The dibutyltin(IV) complex [(Bu₂Sn(H₂L))₂O]₂ (3) was synthesized in a toluene solvent by the reaction of the ligand 2-{4-hydroxy-3-[(2-hydroxyethylimino)methyl]phenylazo}benzoic acid with dibutlytin(IV) oxide with the use of Dean-Stark apparatus under refluxing condition at 1:1 (L:M) stoichiometric ratio. Yield: 0.50 g, 74.86%; m.p.: 201–203 °C. Anal.Calcd. for C₉₆H₁₃₂N₁₂O₁₈Sn₄: C, 52.01; H, 6.00; N, 7.58%. Found: C, 51.65; H, 5.61; N, 7.13%. UV-visible (DMF) λ_max (nm): 265, 273, 483. IR (KBr, cm⁻¹): 3442 ν(O-H), 2957 ν(C-H str. of ⁿBu), 1630 ν(COO)_asy, 1470 ν(N=N), 1394 ν(COO)_sym, 1311 ν(Aromatic C-O),1193 ν(Aliphatic C-O), 595 & 581 ν(Sn-C), 538 ν(Sn-O). ¹H NMR (CDCl₃, 400 MHz) δ_H, Ligand skeleton: 9.91 [s, 1H, H-7], 8.31 [dd, 1H, H-6], 8.19 [m, 1H, H-4], 7.85 [m, 1H, H-3′], 7.54 [m, 1H, H-5′], 7.06 [m, H-4′ and H-6′], 6.95 [m, 1H, H-3], 4.07 [m, 1H, aliphatic-OH], 3.83 [m, 4H, H-8 & H-9] ppm; Sn-ⁿBu Skeleton: 1.46 [m,12H, H-α, H-β, H-γ ], 0.91 [m, 6H, H-δ] ppm. ¹³C NMR (CDCl₃, 100 MHz) δ_C: 171.76 [COO-], 167.23 [C-7],150.51 [C-2], 147.23 [C-1′ and C-9], 133.79 [C-5 and C-8], 131.40 [C-5′], 129.74 [C-2′], 128.89 [C-4′], 128.07 [C-4], 125.75 [C-6], 119.63 [C-6′], 117.45 [C-1], 116.06 [C-3]; Sn-ⁿBu Skeleton: 29.70[C-β], 27.29 [C-γ], 26.47 [C-α], 13.58 [C-δ] ppm. ¹¹⁹Sn NMR (CDCl₃, 149 MHz): −93.1 and −140.4 ppm. The numbering scheme of Sn-Bu skeletal in the diorganotin complex is shown below:

.

2.3. Crystallographic Data Collection and Structure Refinement

Single crystal X-ray diffraction data were collected using the ω-scan technique using MoKα (λ = 0.71073Å) radiation.
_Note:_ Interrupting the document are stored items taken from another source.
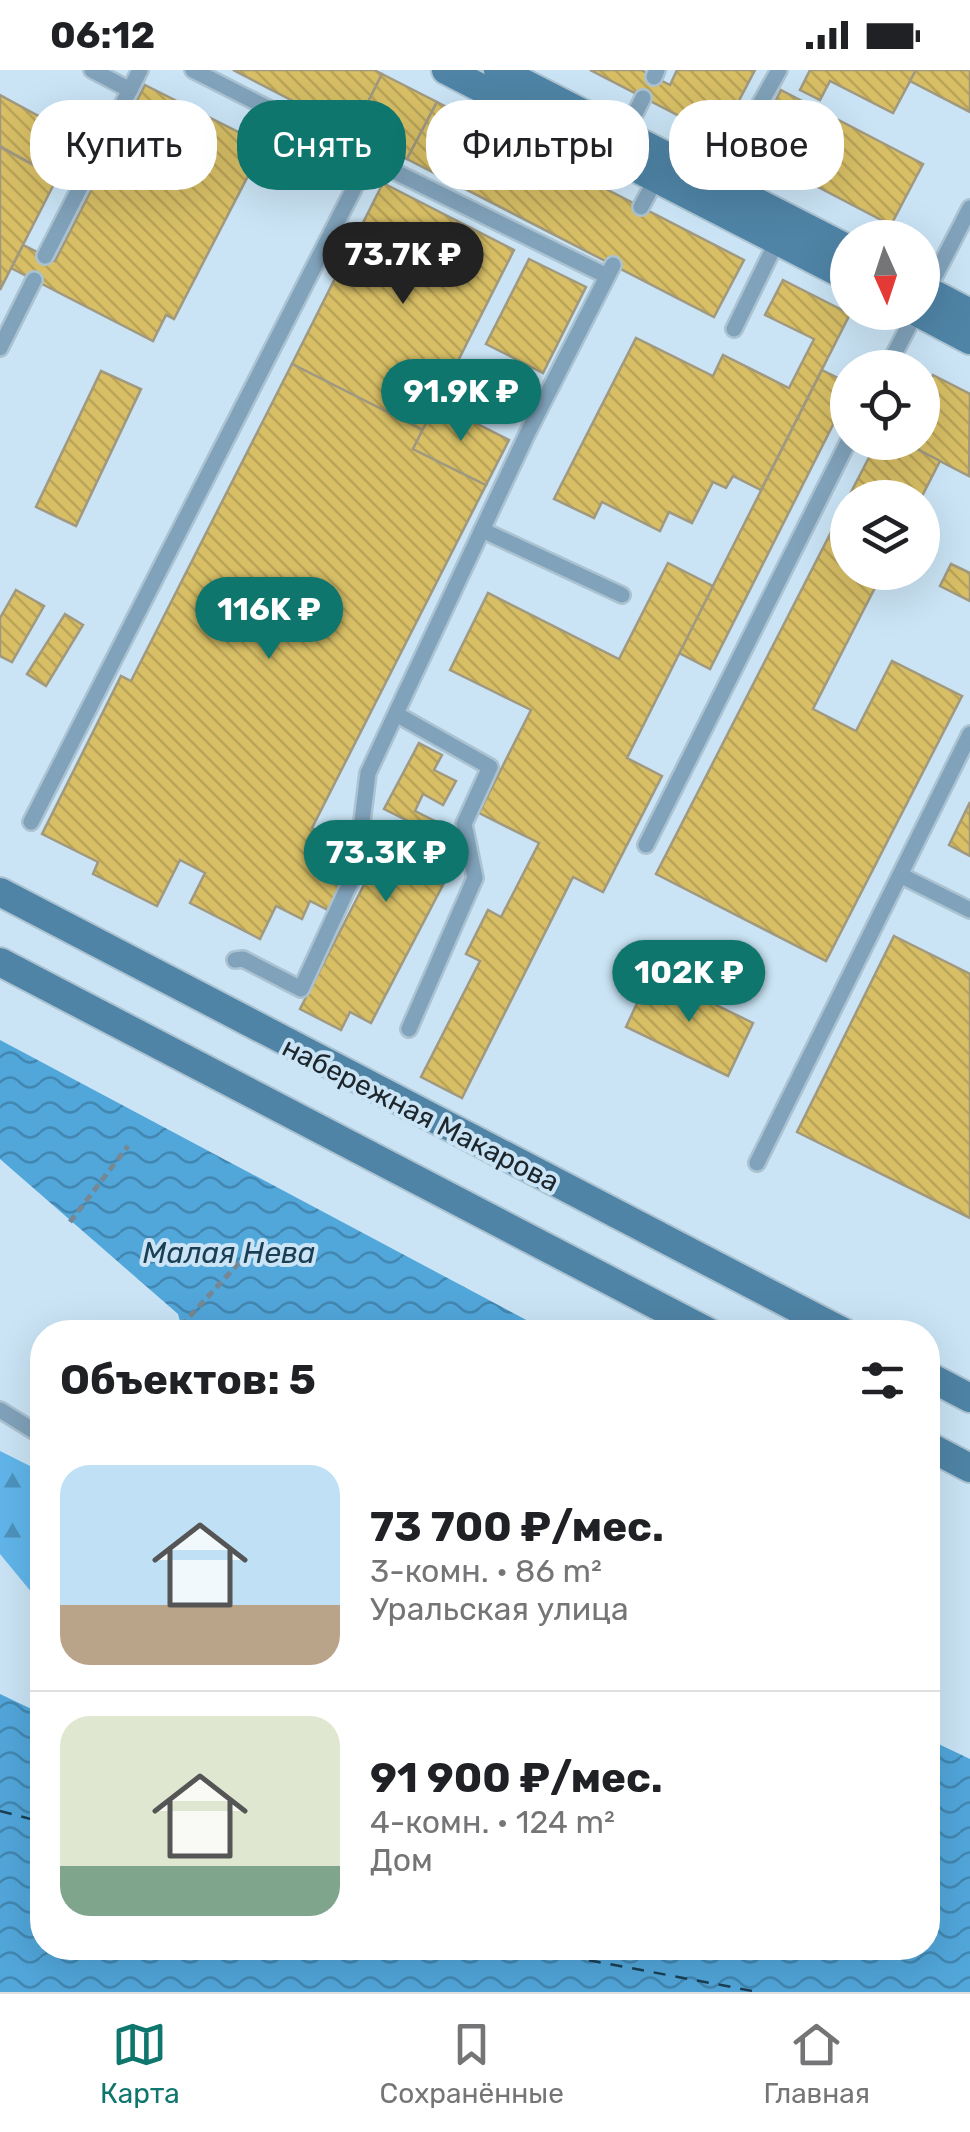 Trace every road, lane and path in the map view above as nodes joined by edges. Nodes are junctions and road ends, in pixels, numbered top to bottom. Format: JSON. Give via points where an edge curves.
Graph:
{"nodes":[{"id":1,"x":92,"y":70,"type":"edge"},
{"id":2,"x":140,"y":70,"type":"edge"},
{"id":3,"x":193,"y":70,"type":"edge"},
{"id":4,"x":446,"y":70,"type":"edge"},
{"id":5,"x":498,"y":70,"type":"edge"},
{"id":6,"x":779,"y":70,"type":"edge"},
{"id":7,"x":130,"y":90,"type":"junction"},
{"id":8,"x":252,"y":100,"type":"edge"},
{"id":9,"x":556,"y":100,"type":"edge"},
{"id":10,"x":762,"y":100,"type":"edge"},
{"id":11,"x":649,"y":157,"type":"edge"},
{"id":12,"x":661,"y":168,"type":"junction"},
{"id":13,"x":669,"y":170,"type":"edge"},
{"id":14,"x":734,"y":190,"type":"edge"},
{"id":15,"x":642,"y":207,"type":"dead end"},
{"id":16,"x":970,"y":208,"type":"edge"},
{"id":17,"x":830,"y":240,"type":"edge"},
{"id":18,"x":777,"y":241,"type":"junction"},
{"id":19,"x":45,"y":256,"type":"dead end"},
{"id":20,"x":940,"y":265,"type":"edge"},
{"id":21,"x":830,"y":268,"type":"edge"},
{"id":22,"x":34,"y":280,"type":"dead end"},
{"id":23,"x":940,"y":306,"type":"edge"},
{"id":24,"x":970,"y":313,"type":"edge"},
{"id":25,"x":940,"y":316,"type":"edge"},
{"id":26,"x":734,"y":329,"type":"dead end"},
{"id":27,"x":970,"y":340,"type":"edge"},
{"id":28,"x":0,"y":348,"type":"edge"},
{"id":29,"x":839,"y":460,"type":"edge"},
{"id":30,"x":482,"y":530,"type":"junction"},
{"id":31,"x":622,"y":595,"type":"dead end"},
{"id":32,"x":396,"y":714,"type":"junction"},
{"id":33,"x":970,"y":734,"type":"edge"},
{"id":34,"x":31,"y":822,"type":"dead end"},
{"id":35,"x":646,"y":844,"type":"dead end"},
{"id":36,"x":902,"y":876,"type":"junction"},
{"id":37,"x":0,"y":892,"type":"edge"},
{"id":38,"x":970,"y":910,"type":"edge"},
{"id":39,"x":235,"y":960,"type":"dead end"},
{"id":40,"x":0,"y":962,"type":"edge"},
{"id":41,"x":409,"y":1029,"type":"dead end"},
{"id":42,"x":128,"y":1146,"type":"dead end"},
{"id":43,"x":756,"y":1163,"type":"dead end"},
{"id":44,"x":70,"y":1222,"type":"dead end"},
{"id":45,"x":248,"y":1253,"type":"dead end"},
{"id":46,"x":187,"y":1320,"type":"edge"},
{"id":47,"x":685,"y":1320,"type":"edge"},
{"id":48,"x":821,"y":1320,"type":"edge"},
{"id":49,"x":940,"y":1382,"type":"edge"},
{"id":50,"x":970,"y":1398,"type":"edge"},
{"id":51,"x":0,"y":1410,"type":"edge"},
{"id":52,"x":30,"y":1429,"type":"edge"},
{"id":53,"x":940,"y":1452,"type":"edge"},
{"id":54,"x":970,"y":1468,"type":"edge"}],
"edges":[{"from":1,"to":7,"type":"lane"},
{"from":2,"to":7,"type":"lane"},
{"from":3,"to":8,"type":"lane"},
{"from":4,"to":12,"type":"main road"},
{"from":5,"to":9,"type":"main road"},
{"from":6,"to":10,"type":"lane"},
{"from":7,"to":19,"type":"lane"},
{"from":11,"to":12,"type":"main road"},
{"from":12,"to":13,"type":"main road"},
{"from":12,"to":15,"type":"lane"},
{"from":12,"to":18,"type":"main road"},
{"from":14,"to":17,"type":"main road"},
{"from":16,"to":20,"type":"lane"},
{"from":18,"to":21,"type":"main road"},
{"from":18,"to":26,"type":"lane"},
{"from":22,"to":28,"type":"lane"},
{"from":23,"to":24,"type":"main road"},
{"from":25,"to":27,"type":"main road"},
{"from":29,"to":35,"type":"lane"},
{"from":30,"to":31,"type":"lane"},
{"from":30,"to":32,"type":"lane"},
{"from":30,"to":34,"type":"lane","via":[[610,270],[369,159]]},
{"from":32,"to":39,"type":"lane","via":[[368,773],[356,870],[301,989]]},
{"from":32,"to":41,"type":"lane","via":[[490,767],[464,824],[475,878]]},
{"from":33,"to":36,"type":"lane"},
{"from":36,"to":38,"type":"lane"},
{"from":36,"to":43,"type":"lane"},
{"from":37,"to":48,"type":"main road","name":"набережная Макарова"},
{"from":40,"to":47,"type":"main road"},
{"from":42,"to":44,"type":"path"},
{"from":45,"to":46,"type":"path"},
{"from":49,"to":50,"type":"main road"},
{"from":51,"to":52,"type":"lane"},
{"from":53,"to":54,"type":"main road"}]}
The title compound was studied at 100 K using a RIGAKU XtaLAB Synergy, Dualflex, Pilatus 300 K diffractometer [32] with Photon Jet micro-focus X-ray Source. Data collection, cell refinement, data reduction and absorption correction were carried out using CrysAlis PRO software [32]. The crystal structures were solved by using direct methods with the SHELXT 2018/3 program [33]. Atomic scattering factors were taken from the International Tables for X-ray Crystallography. Positional parameters of non-H-atoms were refined by a full-matrix least-squares method on F2 with anisotropic thermal parameters by using the SHELXL 2018/3 program [34]. Hydrogen atoms participating in hydrogen bonding were found on the Fourier map and freely refined while the others were placed in calculated positions (C–H = 0.93–0.98 Å) and included as riding contributions with isotropic displacement parameters set to 1.2-times the Ueq of the parent atom. Crystal data and structure refinement parameters are shown in

Table 1. Crystal data and structure refinement parameters for complex 1.

Parameters	1
Empirical formula	C38H46N6O8Sn2
Formula weight	952.23
Temperature (K)	100 (3)
Wavelength (Å)	0.71073
Crystal system	triclinic
Space group	P-1
a (Å)	7.1138 (1)
b (Å)	10.4253 (2)
c (Å)	14.0461 (2)
α (°)	94.753 (1)
β (°)	93.448 (1)
γ (°)	108.603 (1)
Volume (Å3)	979.74 (3)
Z	1
Density (Mg/m3)	1.614
Absorp. coeff. (mm−1)	1.333
F (000)	480
Crystal size (mm3)	0.04 × 0.05 × 0.33
Theta range for data collection	2.9, 25.0
Index ranges	−8<= h <=8; −12<= k <=12; −16<= l <=16
Reflection collected	26,309
Data completeness	99.9%
Independent reflections	3559 [R(int) = 0.022]
Goodness of fit on F2	1.11
Final R indices [I > 2sigma(I)]	0.0152
R indices (all data)	0.0159
Largest diff. peak and hole (e Å−3)	0.58 and −0.22

.

2.4. Computational Details

The Hirshfeld molecular surface was generated by the CrystalExplorer program (version 17.5) [35,36]. The normalized contact distances, d_norm [37], based on Bondi’s van der Waals radii [38], were mapped into the Hirshfeld surface. The DFT calculations based on the experimental X-ray geometry of 1 were carried out using the dispersion-corrected hybrid functional ωB97XD [39] with the help of Gaussian-09 [40] program package. The Douglas–Kroll–Hess 2nd order scalar relativistic calculations requesting relativistic core Hamiltonian were carried out using the DZP-DKH basis sets [41,42,43,44] for all atoms. The topological analysis of the electron density distribution with the help of the quantum theory of atoms-in-molecules (QTAIM) method, electron localization function (ELF), and reduced density gradient (RDG) analyses were performed using the Multiwfn program (version 3.7) [45].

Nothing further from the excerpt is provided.